Джованни с улыбкой достал письмо и прочел вслух:

— «Прощайте. Сохраните почтение ко мне и к моему мужу. Пока я жива, я дала Господу обет хранить верность супругу. А потому поклянитесь не искать меня более».

— И ты будешь ее искать? Но это безумие. Она просит оставить ее в покое.

— Наоборот, она пишет, что будет в Риме до самого мая, и ждет меня.

Ферруччо и Леонора удивленно переглянулись.

— Некоторые буквы написаны с большим нажимом. Если их сложить, то получится: «В Риме до мая». Поэтому я сюда и приехал. Она знает наш шифр. Первое воскресенье — в церкви возле Святого Петра, второе — в следующей и так далее.

— В это воскресенье Пасха.

— Тем лучше. Церкви будут переполнены, к тому же принято обходить их одну за другой, как можно больше. В таком виде меня никто не узнает, даже она. Ферруччо, клянусь, если Маргерита согласится уехать со мной, я сделаю все, что захочешь. Даже откажусь защищать свои тезисы перед Папой.

— Ты и так должен отказаться. Какой смысл защищать «Девятьсот тезисов», если ты хочешь распространить вовсе не их? Для тебя ведь важнее другие, те, что содержат истину о Великой Матери.

Граф сначала кивнул, потом отрицательно покачал головой. Де Мола не понял и заволновался.

— Попытаюсь объяснить, Ферруччо, и будь ко мне снисходителен. Если я спрошу у военного человека, ну, к примеру, у тебя, слышал ли он когда-нибудь о китайце по имени У Ци, что тот мне ответит?

— Я скажу, что ничего о нем не знаю.

Ферруччо надкусил яблоко и приготовился терпеливо слушать. Другу нравилось делиться с ним своими знаниями. У него можно было многому научиться.

— Этот У Ци был китайский генерал и жил две тысячи лет назад.

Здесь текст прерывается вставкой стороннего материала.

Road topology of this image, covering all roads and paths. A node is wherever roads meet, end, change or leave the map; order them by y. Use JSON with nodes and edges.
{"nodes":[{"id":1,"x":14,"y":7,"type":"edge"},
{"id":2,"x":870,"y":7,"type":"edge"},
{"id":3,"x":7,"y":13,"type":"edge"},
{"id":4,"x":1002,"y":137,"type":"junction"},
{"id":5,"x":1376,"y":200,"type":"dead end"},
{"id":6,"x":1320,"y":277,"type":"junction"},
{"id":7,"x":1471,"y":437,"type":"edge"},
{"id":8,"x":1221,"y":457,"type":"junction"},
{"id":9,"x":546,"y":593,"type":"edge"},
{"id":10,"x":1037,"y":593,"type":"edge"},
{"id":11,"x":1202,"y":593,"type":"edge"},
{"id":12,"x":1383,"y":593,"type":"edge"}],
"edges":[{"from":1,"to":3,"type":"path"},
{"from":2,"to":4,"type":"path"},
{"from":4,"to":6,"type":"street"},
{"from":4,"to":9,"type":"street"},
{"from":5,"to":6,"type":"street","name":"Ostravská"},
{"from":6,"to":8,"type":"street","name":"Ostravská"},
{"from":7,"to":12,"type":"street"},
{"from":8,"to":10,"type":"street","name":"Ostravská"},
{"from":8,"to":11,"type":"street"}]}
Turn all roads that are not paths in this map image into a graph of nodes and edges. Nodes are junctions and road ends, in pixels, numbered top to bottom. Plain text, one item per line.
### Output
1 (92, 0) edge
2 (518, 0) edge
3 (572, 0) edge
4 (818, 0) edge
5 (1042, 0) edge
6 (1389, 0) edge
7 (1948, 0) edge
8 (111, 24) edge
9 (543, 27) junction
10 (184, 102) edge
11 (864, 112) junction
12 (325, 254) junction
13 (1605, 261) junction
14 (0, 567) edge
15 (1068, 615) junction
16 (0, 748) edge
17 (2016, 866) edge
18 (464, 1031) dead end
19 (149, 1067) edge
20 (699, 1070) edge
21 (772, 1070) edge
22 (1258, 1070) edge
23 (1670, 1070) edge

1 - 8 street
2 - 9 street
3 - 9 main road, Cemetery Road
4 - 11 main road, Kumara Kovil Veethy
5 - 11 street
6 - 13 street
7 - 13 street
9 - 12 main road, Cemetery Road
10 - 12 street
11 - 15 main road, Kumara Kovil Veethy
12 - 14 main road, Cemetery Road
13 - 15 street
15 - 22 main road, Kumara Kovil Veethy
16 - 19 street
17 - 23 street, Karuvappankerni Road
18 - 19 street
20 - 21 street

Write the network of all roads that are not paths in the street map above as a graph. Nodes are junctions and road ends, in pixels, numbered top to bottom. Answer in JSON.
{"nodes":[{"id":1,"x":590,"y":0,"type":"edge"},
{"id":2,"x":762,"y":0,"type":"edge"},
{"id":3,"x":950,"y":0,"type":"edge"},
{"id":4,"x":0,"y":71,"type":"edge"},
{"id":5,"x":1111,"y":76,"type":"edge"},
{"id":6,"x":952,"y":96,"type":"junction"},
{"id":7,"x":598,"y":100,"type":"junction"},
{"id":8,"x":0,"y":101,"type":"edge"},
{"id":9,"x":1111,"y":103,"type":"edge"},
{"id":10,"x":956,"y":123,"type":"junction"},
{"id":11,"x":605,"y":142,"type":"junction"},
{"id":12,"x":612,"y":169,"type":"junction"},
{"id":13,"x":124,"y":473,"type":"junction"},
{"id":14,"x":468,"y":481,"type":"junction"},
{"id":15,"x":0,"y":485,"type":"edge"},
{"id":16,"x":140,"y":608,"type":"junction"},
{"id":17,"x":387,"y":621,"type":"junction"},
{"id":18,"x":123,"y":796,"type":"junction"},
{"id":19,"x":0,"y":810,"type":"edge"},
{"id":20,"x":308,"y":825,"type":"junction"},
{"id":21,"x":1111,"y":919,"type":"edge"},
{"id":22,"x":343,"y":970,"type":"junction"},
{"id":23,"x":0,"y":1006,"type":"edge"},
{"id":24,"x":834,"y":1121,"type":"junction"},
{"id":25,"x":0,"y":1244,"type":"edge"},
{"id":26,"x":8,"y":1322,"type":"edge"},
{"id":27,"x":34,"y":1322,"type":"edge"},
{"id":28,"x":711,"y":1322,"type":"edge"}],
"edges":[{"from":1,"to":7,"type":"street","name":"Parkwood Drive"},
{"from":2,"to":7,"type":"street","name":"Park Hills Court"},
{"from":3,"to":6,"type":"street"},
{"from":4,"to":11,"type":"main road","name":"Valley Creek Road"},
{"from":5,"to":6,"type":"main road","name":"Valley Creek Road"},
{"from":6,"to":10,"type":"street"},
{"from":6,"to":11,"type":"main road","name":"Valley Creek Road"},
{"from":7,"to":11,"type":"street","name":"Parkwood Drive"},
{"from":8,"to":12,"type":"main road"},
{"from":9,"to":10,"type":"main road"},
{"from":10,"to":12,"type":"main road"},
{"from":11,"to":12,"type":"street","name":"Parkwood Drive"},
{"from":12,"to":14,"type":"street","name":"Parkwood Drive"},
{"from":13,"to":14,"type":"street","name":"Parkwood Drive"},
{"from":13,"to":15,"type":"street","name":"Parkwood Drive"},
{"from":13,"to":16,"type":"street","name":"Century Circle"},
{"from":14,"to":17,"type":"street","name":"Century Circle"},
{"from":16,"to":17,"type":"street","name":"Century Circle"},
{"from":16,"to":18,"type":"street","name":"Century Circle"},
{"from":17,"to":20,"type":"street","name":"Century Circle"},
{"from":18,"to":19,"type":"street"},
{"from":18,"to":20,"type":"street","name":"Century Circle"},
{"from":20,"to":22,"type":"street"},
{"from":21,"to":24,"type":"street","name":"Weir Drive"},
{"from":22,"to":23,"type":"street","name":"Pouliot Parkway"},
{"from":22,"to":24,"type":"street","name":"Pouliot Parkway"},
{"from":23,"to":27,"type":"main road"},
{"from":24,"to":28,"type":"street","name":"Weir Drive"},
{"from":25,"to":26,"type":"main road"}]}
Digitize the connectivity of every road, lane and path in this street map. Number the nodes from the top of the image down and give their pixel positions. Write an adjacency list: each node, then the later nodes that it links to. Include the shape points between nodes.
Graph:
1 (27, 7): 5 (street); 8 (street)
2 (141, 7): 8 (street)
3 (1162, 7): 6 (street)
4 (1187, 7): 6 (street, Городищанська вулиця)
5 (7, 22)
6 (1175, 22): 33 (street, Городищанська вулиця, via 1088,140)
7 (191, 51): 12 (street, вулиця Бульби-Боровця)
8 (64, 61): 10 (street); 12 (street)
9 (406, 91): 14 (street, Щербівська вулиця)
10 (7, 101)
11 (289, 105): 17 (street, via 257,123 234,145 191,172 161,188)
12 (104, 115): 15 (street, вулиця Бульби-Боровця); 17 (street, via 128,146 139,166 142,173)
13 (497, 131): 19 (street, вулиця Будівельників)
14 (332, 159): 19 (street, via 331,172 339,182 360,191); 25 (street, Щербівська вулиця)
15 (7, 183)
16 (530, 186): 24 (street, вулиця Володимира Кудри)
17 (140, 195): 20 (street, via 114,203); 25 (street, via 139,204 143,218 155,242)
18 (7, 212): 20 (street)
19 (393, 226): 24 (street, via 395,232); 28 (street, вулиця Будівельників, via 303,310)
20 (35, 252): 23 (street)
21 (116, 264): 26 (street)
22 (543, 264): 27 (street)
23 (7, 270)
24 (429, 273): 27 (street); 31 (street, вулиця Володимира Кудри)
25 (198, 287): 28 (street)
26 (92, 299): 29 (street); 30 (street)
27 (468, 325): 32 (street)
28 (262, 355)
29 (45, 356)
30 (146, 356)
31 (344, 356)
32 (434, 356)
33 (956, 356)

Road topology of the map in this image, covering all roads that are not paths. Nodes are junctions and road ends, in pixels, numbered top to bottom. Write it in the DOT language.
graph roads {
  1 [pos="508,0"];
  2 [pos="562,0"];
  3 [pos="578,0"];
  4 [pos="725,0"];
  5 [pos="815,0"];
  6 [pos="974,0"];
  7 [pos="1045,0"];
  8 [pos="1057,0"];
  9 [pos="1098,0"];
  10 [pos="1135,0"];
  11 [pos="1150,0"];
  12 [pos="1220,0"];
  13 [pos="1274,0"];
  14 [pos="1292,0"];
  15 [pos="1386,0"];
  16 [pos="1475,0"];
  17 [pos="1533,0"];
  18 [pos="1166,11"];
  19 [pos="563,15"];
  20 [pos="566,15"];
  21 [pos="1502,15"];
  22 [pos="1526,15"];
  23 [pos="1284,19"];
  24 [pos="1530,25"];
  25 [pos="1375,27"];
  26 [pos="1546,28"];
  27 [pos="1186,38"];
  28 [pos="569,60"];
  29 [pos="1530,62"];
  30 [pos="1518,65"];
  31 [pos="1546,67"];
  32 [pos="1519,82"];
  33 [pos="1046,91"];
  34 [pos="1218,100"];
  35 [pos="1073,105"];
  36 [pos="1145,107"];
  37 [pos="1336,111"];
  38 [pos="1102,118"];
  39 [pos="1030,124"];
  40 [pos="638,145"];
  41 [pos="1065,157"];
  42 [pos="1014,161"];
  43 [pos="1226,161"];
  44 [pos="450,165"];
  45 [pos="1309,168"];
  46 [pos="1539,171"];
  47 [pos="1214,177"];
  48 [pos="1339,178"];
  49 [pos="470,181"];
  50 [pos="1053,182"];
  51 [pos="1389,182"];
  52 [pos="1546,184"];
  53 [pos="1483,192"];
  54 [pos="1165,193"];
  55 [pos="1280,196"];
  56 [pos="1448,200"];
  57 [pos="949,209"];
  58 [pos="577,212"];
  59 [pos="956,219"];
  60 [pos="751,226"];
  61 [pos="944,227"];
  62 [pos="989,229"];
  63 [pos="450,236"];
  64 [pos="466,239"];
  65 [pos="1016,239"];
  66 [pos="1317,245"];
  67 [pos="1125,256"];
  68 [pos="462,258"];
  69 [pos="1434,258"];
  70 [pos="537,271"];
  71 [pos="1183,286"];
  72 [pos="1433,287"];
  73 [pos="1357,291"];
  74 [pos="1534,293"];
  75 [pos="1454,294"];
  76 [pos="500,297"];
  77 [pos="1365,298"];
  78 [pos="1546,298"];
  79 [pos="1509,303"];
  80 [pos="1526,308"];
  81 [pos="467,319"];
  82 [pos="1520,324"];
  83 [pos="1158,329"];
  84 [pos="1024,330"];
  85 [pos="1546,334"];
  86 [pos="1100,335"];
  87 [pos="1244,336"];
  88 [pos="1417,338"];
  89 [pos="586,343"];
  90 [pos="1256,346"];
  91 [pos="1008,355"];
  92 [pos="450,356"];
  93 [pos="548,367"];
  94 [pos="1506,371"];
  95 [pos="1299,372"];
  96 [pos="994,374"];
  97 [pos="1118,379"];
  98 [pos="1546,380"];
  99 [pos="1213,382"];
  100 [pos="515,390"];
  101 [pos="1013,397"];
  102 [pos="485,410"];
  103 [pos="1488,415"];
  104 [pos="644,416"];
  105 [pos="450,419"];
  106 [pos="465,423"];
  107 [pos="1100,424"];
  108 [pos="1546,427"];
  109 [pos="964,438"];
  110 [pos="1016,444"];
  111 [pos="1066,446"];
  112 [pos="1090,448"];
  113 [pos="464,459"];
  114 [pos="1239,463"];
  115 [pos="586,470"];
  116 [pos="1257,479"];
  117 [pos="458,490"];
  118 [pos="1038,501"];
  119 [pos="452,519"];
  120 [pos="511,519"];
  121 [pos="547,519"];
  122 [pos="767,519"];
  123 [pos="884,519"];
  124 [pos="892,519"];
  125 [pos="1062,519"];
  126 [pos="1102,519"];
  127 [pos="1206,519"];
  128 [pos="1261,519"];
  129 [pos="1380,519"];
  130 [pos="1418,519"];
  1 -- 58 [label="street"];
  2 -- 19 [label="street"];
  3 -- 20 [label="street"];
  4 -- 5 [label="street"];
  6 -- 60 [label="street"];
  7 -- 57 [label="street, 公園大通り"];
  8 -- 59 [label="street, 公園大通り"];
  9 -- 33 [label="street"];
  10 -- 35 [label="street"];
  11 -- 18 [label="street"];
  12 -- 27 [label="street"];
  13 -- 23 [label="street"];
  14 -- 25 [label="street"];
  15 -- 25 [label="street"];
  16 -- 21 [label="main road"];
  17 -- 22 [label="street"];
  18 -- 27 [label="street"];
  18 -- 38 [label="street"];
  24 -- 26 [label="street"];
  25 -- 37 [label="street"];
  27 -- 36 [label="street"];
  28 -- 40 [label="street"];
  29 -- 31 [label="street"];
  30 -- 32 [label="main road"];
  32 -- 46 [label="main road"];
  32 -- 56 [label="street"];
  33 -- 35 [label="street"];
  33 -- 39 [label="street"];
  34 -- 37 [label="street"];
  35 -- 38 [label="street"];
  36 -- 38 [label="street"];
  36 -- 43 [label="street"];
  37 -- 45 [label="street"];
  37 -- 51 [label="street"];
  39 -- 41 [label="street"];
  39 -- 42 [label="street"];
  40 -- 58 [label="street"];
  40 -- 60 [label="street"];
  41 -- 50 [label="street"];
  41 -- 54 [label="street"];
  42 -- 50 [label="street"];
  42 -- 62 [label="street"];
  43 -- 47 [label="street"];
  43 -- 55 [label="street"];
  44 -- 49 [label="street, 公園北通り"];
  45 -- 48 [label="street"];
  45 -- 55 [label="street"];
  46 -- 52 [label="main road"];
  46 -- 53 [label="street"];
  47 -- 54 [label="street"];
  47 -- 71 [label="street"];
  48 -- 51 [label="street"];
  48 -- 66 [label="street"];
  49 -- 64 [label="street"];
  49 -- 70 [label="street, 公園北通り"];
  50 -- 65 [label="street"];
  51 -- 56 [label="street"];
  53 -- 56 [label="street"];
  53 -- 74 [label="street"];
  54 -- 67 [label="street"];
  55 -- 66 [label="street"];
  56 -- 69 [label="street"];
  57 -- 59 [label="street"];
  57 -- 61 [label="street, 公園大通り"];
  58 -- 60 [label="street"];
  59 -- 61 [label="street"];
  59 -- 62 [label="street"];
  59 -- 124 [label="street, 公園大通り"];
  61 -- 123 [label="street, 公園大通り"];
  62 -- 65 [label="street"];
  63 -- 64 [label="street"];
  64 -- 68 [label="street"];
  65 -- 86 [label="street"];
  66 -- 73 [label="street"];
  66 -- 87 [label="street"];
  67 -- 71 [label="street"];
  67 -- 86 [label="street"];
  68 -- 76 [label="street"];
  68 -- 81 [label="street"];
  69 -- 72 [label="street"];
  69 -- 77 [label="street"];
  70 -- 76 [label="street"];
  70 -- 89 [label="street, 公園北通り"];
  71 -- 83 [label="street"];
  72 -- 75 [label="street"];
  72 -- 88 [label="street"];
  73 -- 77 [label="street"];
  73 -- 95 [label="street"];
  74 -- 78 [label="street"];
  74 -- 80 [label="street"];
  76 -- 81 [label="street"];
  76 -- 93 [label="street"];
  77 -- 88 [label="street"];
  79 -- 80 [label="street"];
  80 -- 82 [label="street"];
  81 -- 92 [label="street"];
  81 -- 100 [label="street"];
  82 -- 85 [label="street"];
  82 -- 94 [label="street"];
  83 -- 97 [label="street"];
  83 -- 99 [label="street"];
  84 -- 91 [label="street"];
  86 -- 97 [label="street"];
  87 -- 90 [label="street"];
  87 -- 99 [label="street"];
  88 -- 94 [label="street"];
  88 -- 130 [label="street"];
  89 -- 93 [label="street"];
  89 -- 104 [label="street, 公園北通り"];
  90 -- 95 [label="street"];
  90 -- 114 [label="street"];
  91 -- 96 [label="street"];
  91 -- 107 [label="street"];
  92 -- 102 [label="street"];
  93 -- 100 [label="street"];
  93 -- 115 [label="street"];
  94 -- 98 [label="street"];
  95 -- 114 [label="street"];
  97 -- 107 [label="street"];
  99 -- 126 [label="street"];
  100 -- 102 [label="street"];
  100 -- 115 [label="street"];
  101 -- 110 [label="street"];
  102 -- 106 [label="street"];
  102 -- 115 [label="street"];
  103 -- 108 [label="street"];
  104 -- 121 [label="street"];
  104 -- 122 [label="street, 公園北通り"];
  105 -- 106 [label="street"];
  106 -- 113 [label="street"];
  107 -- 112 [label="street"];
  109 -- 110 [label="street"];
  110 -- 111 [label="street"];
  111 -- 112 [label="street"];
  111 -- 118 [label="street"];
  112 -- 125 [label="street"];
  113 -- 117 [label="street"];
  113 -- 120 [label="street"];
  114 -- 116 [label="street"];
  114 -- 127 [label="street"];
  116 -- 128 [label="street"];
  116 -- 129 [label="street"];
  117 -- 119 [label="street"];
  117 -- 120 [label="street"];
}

Он написал важнейший трактат о военном искусстве под названием «У-цзы», то бишь «Законы войны почтенного У», где говорилось о том, что противостояние и соперничество никогда не следует разрешать военными методами.

— Даже китаец знает, а я не должен удивляться.

— Горе тому, кто много знает, Ферруччо. Мне порой хочется знать поменьше.

— Прости, я был несправедлив. Давай дальше, прошу тебя. Хотя это странные слова в устах полководца, генерала.

— Верно, но мне кажется, что У Ци был очень мудрым человеком. Он считал также, что стратегия гораздо важнее самого сражения и что военные принципы могут быть применены в повседневной жизни.

— А вот это уже интересно.

— Если я позволю сейчас безнаказанно осудить свои «Девятьсот тезисов», то сразу же последует безоговорочное признание моей вины. Тогда мне вряд ли удастся представить следующие девяносто девять, наиболее, как ты говоришь, интересные для меня.